------ Records for processing ------
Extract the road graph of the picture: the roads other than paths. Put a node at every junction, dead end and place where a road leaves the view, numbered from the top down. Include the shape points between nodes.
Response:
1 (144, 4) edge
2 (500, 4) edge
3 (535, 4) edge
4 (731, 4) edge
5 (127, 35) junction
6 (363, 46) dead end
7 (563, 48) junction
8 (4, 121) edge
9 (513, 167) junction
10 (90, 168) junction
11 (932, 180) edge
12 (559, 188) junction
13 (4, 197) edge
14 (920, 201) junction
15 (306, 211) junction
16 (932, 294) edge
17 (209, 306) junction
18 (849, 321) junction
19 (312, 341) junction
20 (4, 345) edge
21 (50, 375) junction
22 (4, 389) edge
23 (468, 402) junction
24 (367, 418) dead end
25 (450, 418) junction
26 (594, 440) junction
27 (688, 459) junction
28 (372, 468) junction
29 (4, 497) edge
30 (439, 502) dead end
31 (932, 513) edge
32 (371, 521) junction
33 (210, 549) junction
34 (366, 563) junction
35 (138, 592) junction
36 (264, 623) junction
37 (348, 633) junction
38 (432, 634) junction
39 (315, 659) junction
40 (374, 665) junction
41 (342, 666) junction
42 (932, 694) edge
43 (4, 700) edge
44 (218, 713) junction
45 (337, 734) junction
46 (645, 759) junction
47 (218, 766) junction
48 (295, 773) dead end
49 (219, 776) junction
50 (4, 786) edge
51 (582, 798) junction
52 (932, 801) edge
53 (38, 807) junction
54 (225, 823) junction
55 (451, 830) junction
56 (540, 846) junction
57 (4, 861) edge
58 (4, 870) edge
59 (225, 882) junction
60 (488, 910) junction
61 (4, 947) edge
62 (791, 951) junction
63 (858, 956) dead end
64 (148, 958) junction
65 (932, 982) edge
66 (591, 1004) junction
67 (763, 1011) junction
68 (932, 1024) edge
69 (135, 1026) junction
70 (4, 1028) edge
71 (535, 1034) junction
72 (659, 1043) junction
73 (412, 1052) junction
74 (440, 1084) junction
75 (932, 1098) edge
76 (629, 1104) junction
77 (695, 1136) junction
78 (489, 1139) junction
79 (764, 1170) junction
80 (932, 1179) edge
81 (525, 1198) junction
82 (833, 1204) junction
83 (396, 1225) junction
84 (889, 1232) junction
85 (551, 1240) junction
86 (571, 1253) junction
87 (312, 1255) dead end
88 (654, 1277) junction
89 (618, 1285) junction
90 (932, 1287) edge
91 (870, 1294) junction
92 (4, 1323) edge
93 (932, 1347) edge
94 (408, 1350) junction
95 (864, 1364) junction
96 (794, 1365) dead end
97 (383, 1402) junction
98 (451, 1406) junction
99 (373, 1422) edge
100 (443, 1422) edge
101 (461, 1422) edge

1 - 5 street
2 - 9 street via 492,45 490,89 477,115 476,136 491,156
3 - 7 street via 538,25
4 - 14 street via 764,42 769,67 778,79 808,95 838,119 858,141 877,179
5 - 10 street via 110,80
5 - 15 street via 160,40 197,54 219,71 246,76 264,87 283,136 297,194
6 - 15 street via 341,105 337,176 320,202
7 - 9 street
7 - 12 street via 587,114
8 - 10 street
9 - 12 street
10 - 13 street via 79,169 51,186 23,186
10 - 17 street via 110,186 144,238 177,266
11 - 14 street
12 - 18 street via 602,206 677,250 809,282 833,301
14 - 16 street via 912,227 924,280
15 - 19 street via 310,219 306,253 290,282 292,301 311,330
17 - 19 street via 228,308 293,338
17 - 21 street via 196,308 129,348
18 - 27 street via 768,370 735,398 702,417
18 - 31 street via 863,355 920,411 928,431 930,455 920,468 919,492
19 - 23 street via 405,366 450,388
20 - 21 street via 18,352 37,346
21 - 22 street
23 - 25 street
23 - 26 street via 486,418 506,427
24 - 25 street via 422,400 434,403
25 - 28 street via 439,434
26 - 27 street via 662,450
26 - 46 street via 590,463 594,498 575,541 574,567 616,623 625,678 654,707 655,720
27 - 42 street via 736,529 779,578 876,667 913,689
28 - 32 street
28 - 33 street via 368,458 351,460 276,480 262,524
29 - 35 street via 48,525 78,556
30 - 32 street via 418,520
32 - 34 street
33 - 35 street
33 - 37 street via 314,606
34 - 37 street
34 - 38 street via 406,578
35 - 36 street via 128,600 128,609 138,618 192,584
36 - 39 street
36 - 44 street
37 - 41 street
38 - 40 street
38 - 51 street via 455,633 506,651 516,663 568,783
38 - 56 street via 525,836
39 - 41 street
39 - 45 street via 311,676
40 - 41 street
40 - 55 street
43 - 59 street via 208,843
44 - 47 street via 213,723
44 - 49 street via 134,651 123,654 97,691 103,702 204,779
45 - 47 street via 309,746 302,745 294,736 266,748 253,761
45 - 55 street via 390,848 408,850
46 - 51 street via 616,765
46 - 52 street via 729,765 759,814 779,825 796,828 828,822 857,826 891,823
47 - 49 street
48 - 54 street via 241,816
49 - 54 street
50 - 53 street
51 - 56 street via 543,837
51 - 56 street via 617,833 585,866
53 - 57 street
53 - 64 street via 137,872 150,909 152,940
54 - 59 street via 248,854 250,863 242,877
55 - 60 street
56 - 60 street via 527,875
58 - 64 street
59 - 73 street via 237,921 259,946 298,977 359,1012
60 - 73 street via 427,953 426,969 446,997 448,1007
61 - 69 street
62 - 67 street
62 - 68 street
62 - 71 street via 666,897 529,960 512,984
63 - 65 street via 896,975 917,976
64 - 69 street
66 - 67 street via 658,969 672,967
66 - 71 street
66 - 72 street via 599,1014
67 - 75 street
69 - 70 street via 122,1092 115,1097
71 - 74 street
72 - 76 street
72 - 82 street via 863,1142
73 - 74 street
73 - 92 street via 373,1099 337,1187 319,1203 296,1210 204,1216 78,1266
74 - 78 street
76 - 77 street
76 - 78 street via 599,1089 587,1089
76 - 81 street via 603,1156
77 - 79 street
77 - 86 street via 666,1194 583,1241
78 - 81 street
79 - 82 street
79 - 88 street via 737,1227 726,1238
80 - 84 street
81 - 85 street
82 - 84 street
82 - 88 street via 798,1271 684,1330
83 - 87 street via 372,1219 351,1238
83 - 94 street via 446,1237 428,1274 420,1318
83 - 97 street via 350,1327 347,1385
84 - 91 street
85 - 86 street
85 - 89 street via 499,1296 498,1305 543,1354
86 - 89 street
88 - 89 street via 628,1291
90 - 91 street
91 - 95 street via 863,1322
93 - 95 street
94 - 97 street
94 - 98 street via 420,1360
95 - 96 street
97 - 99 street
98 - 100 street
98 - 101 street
------
- Work to complete -
Reproduce the material above in full, exactly.

- Result -
Extract the road graph of the picture: the roads other than paths. Put a node at every junction, dead end and place where a road leaves the view, numbered from the top down. Include the shape points between nodes.
Response:
1 (144, 4) edge
2 (500, 4) edge
3 (535, 4) edge
4 (731, 4) edge
5 (127, 35) junction
6 (363, 46) dead end
7 (563, 48) junction
8 (4, 121) edge
9 (513, 167) junction
10 (90, 168) junction
11 (932, 180) edge
12 (559, 188) junction
13 (4, 197) edge
14 (920, 201) junction
15 (306, 211) junction
16 (932, 294) edge
17 (209, 306) junction
18 (849, 321) junction
19 (312, 341) junction
20 (4, 345) edge
21 (50, 375) junction
22 (4, 389) edge
23 (468, 402) junction
24 (367, 418) dead end
25 (450, 418) junction
26 (594, 440) junction
27 (688, 459) junction
28 (372, 468) junction
29 (4, 497) edge
30 (439, 502) dead end
31 (932, 513) edge
32 (371, 521) junction
33 (210, 549) junction
34 (366, 563) junction
35 (138, 592) junction
36 (264, 623) junction
37 (348, 633) junction
38 (432, 634) junction
39 (315, 659) junction
40 (374, 665) junction
41 (342, 666) junction
42 (932, 694) edge
43 (4, 700) edge
44 (218, 713) junction
45 (337, 734) junction
46 (645, 759) junction
47 (218, 766) junction
48 (295, 773) dead end
49 (219, 776) junction
50 (4, 786) edge
51 (582, 798) junction
52 (932, 801) edge
53 (38, 807) junction
54 (225, 823) junction
55 (451, 830) junction
56 (540, 846) junction
57 (4, 861) edge
58 (4, 870) edge
59 (225, 882) junction
60 (488, 910) junction
61 (4, 947) edge
62 (791, 951) junction
63 (858, 956) dead end
64 (148, 958) junction
65 (932, 982) edge
66 (591, 1004) junction
67 (763, 1011) junction
68 (932, 1024) edge
69 (135, 1026) junction
70 (4, 1028) edge
71 (535, 1034) junction
72 (659, 1043) junction
73 (412, 1052) junction
74 (440, 1084) junction
75 (932, 1098) edge
76 (629, 1104) junction
77 (695, 1136) junction
78 (489, 1139) junction
79 (764, 1170) junction
80 (932, 1179) edge
81 (525, 1198) junction
82 (833, 1204) junction
83 (396, 1225) junction
84 (889, 1232) junction
85 (551, 1240) junction
86 (571, 1253) junction
87 (312, 1255) dead end
88 (654, 1277) junction
89 (618, 1285) junction
90 (932, 1287) edge
91 (870, 1294) junction
92 (4, 1323) edge
93 (932, 1347) edge
94 (408, 1350) junction
95 (864, 1364) junction
96 (794, 1365) dead end
97 (383, 1402) junction
98 (451, 1406) junction
99 (373, 1422) edge
100 (443, 1422) edge
101 (461, 1422) edge

1 - 5 street
2 - 9 street via 492,45 490,89 477,115 476,136 491,156
3 - 7 street via 538,25
4 - 14 street via 764,42 769,67 778,79 808,95 838,119 858,141 877,179
5 - 10 street via 110,80
5 - 15 street via 160,40 197,54 219,71 246,76 264,87 283,136 297,194
6 - 15 street via 341,105 337,176 320,202
7 - 9 street
7 - 12 street via 587,114
8 - 10 street
9 - 12 street
10 - 13 street via 79,169 51,186 23,186
10 - 17 street via 110,186 144,238 177,266
11 - 14 street
12 - 18 street via 602,206 677,250 809,282 833,301
14 - 16 street via 912,227 924,280
15 - 19 street via 310,219 306,253 290,282 292,301 311,330
17 - 19 street via 228,308 293,338
17 - 21 street via 196,308 129,348
18 - 27 street via 768,370 735,398 702,417
18 - 31 street via 863,355 920,411 928,431 930,455 920,468 919,492
19 - 23 street via 405,366 450,388
20 - 21 street via 18,352 37,346
21 - 22 street
23 - 25 street
23 - 26 street via 486,418 506,427
24 - 25 street via 422,400 434,403
25 - 28 street via 439,434
26 - 27 street via 662,450
26 - 46 street via 590,463 594,498 575,541 574,567 616,623 625,678 654,707 655,720
27 - 42 street via 736,529 779,578 876,667 913,689
28 - 32 street
28 - 33 street via 368,458 351,460 276,480 262,524
29 - 35 street via 48,525 78,556
30 - 32 street via 418,520
32 - 34 street
33 - 35 street
33 - 37 street via 314,606
34 - 37 street
34 - 38 street via 406,578
35 - 36 street via 128,600 128,609 138,618 192,584
36 - 39 street
36 - 44 street
37 - 41 street
38 - 40 street
38 - 51 street via 455,633 506,651 516,663 568,783
38 - 56 street via 525,836
39 - 41 street
39 - 45 street via 311,676
40 - 41 street
40 - 55 street
43 - 59 street via 208,843
44 - 47 street via 213,723
44 - 49 street via 134,651 123,654 97,691 103,702 204,779
45 - 47 street via 309,746 302,745 294,736 266,748 253,761
45 - 55 street via 390,848 408,850
46 - 51 street via 616,765
46 - 52 street via 729,765 759,814 779,825 796,828 828,822 857,826 891,823
47 - 49 street
48 - 54 street via 241,816
49 - 54 street
50 - 53 street
51 - 56 street via 543,837
51 - 56 street via 617,833 585,866
53 - 57 street
53 - 64 street via 137,872 150,909 152,940
54 - 59 street via 248,854 250,863 242,877
55 - 60 street
56 - 60 street via 527,875
58 - 64 street
59 - 73 street via 237,921 259,946 298,977 359,1012
60 - 73 street via 427,953 426,969 446,997 448,1007
61 - 69 street
62 - 67 street
62 - 68 street
62 - 71 street via 666,897 529,960 512,984
63 - 65 street via 896,975 917,976
64 - 69 street
66 - 67 street via 658,969 672,967
66 - 71 street
66 - 72 street via 599,1014
67 - 75 street
69 - 70 street via 122,1092 115,1097
71 - 74 street
72 - 76 street
72 - 82 street via 863,1142
73 - 74 street
73 - 92 street via 373,1099 337,1187 319,1203 296,1210 204,1216 78,1266
74 - 78 street
76 - 77 street
76 - 78 street via 599,1089 587,1089
76 - 81 street via 603,1156
77 - 79 street
77 - 86 street via 666,1194 583,1241
78 - 81 street
79 - 82 street
79 - 88 street via 737,1227 726,1238
80 - 84 street
81 - 85 street
82 - 84 street
82 - 88 street via 798,1271 684,1330
83 - 87 street via 372,1219 351,1238
83 - 94 street via 446,1237 428,1274 420,1318
83 - 97 street via 350,1327 347,1385
84 - 91 street
85 - 86 street
85 - 89 street via 499,1296 498,1305 543,1354
86 - 89 street
88 - 89 street via 628,1291
90 - 91 street
91 - 95 street via 863,1322
93 - 95 street
94 - 97 street
94 - 98 street via 420,1360
95 - 96 street
97 - 99 street
98 - 100 street
98 - 101 street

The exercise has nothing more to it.